Speaking as the Irish Independentpoll showed that two-thirds now favour ratifying the Treaty, Mr Cowen said the Government has had to work hard to identify "a clear negotiating position" with other EU states to accommodate Irish voters' concerns.
“Ireland can’t seek to be on both sides of every argument in a debate – which is the reality of many of the EU campaigns. When our partners say to us, ‘What do the Irish people want?’ they are asking for specifics, not contradictory arguments and general phrases.”
The decision of the December EU summit to agree that every state will continue to hold onto a Commissioner was “a huge achievement in its own right, given the efforts over many years to reduce the number of Commissioners”.
During a vigorous debate, one delegate expressed concerns about the ability of party members to explain the Treaty on door-to-door canvasses: “How do we sell it to the Irish people?” he asked the Minister for Foreign Affairs.
However, the delegate went on to say that voters who were last year concerned about Irish neutrality and the loss of a commissioner for some years were now worried “about whether they will have a job, or no job”.
Professor Bridget Laffan of UCD said that the next referendum “is about Ireland’s relationship with Europe and whether we’re in or out, and it’s as stark as that”.
She said that at the last referendum “if you’d landed from Mars you would have thought Joe Higgins was Taoiseach of the country”.
She referred to the “access to primary radio and TV that was given to people who were essentially either non-representative or weakly representative. I think Pana (Peace and Neutrality Alliance) is the one to think about. They get a lot of exposure and at their last annual general meeting there were 25 people there. They get such access because of our rules in terms of balance. I think there should be balance for non political parties, but access by political parties should be based on their democratically elected ratios in the Oireachtas. That at least would reflect their standing."
She also said the extent of the domination of the British press in Irish media was extremely serious, and its “real core euro-scepticism”.
Access to the facts should not be “driven by media influence from another jurisdiction”.
She referred to the Sunday Timeswhich "didn't have a single favourable article about Lisbon in that campaign. It was a deliberate editorial decision that 'we're going down this road'."
”We've got to be extremely careful in a way that we have access to the facts and that it's not driven by media influences from another jurisdiction. There are real dangers here in that drip-feed of real core euroscepticism, that comes out in the British media and it holds sway here.”

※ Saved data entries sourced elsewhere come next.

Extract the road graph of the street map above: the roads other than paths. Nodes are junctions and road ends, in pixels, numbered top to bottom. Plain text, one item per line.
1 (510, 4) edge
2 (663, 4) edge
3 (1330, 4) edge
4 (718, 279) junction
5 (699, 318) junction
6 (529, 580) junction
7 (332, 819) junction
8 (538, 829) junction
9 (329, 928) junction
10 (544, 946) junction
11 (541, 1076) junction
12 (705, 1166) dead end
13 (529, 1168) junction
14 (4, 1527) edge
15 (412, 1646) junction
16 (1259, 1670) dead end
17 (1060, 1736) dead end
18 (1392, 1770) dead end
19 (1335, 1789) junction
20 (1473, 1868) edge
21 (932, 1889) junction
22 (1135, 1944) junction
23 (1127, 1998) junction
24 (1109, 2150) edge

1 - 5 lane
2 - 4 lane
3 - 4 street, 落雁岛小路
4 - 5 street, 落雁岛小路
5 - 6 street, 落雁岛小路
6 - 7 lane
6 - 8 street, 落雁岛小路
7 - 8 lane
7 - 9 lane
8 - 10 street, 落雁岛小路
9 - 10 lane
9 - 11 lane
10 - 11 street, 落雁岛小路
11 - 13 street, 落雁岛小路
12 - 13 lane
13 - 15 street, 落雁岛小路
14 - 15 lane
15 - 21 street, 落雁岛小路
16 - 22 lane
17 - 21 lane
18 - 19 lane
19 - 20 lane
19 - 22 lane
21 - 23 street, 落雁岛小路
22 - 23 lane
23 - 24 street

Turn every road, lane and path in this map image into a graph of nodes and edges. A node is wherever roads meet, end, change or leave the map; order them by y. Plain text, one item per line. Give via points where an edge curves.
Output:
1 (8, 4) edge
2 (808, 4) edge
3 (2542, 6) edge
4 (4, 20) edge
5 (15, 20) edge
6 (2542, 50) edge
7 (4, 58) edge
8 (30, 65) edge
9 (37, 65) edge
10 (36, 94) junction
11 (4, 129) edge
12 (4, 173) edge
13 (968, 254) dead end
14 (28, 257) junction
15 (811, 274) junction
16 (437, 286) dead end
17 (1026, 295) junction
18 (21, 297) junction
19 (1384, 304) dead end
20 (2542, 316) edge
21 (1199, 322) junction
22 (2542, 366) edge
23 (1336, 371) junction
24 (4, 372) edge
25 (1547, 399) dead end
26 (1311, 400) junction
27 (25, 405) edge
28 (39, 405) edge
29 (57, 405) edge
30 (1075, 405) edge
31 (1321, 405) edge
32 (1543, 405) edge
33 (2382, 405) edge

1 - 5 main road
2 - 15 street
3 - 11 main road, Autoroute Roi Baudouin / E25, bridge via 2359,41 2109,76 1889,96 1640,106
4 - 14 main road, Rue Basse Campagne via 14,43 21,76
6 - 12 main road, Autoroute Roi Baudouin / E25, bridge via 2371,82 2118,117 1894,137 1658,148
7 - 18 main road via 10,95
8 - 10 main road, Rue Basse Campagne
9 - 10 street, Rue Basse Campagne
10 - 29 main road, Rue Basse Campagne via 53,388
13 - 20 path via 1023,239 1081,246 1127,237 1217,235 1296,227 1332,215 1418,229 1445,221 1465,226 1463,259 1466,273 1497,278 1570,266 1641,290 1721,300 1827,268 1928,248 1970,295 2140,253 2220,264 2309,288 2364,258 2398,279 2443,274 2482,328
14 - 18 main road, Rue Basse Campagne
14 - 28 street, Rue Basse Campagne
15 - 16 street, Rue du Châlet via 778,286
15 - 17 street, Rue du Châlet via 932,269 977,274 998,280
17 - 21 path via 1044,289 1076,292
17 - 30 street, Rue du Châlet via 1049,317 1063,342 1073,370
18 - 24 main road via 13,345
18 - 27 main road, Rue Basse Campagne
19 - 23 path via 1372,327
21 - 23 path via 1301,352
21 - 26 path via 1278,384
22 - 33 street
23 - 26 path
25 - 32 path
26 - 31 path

Minister of State for Europe Dick Roche said it would be the “ultimate irony if a British euro-sceptic rag could come into this country and skew a public decision”.
Associate Professor Richard Sinnott of UCD said research had shown that “the more people know about the EU the more they support it”. He told delegates that “treaties are complex but the issues can be explained in simple terms” and the campaign would be a “process of persuading people and reassuring them”.
Peadar O’Broin, editor of the ‘consolidated version of the treaties as amended by the Treaty of Lisbon’ said “the real issue is about communication rather than complexity”.